> [Your task] The response should contain only those lines of the entries below that include the string "Pablo".
--- Exercise materials Enclosed Below ---
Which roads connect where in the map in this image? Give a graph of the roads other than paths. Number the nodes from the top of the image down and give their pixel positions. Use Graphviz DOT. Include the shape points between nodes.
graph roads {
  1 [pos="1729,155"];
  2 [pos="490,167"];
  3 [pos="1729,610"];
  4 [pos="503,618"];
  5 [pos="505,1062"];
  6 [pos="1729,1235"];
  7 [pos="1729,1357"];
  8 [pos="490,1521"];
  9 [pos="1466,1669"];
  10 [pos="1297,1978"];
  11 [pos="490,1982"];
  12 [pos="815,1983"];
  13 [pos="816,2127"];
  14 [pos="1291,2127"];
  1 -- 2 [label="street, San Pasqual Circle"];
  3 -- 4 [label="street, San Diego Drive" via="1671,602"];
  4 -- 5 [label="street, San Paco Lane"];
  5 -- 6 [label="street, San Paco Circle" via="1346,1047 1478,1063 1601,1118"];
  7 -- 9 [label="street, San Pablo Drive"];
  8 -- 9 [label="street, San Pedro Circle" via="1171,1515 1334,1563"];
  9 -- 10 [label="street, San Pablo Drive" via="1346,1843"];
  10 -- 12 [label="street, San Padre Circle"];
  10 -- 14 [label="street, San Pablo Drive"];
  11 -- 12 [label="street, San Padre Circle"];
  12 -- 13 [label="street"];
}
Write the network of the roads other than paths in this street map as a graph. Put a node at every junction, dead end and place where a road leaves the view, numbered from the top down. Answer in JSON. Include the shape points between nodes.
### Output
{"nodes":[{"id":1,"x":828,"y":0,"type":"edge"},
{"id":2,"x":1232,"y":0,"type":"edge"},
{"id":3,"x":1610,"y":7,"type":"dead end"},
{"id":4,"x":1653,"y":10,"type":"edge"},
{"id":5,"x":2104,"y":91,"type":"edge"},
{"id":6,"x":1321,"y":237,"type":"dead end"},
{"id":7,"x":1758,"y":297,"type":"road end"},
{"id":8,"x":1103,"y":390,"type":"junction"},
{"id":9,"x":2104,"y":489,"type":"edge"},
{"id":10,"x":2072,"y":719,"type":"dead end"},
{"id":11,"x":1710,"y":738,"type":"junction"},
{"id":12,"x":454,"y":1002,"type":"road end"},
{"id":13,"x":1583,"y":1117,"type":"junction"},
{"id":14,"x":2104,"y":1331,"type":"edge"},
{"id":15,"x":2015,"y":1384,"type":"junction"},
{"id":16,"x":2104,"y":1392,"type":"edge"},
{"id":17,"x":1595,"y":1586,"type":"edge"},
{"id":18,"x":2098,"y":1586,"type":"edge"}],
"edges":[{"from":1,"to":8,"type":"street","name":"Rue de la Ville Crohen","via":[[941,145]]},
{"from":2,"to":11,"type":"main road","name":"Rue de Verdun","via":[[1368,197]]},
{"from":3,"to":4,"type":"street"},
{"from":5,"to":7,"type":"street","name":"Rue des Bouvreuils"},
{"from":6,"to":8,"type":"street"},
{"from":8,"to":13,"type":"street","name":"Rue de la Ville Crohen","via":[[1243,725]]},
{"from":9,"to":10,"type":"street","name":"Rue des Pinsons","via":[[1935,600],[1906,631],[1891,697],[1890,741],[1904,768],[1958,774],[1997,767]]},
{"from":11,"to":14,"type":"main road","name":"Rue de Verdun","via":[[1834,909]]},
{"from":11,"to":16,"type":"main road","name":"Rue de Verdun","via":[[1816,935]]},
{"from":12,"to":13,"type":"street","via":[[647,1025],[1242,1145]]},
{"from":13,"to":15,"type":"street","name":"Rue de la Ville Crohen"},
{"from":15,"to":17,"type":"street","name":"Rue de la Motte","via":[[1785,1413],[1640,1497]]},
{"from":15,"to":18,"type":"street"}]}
--- End of Enclosed Exercise materials ---
> [Written solution]
  7 -- 9 [label="street, San Pablo Drive"];
  9 -- 10 [label="street, San Pablo Drive" via="1346,1843"];
  10 -- 14 [label="street, San Pablo Drive"];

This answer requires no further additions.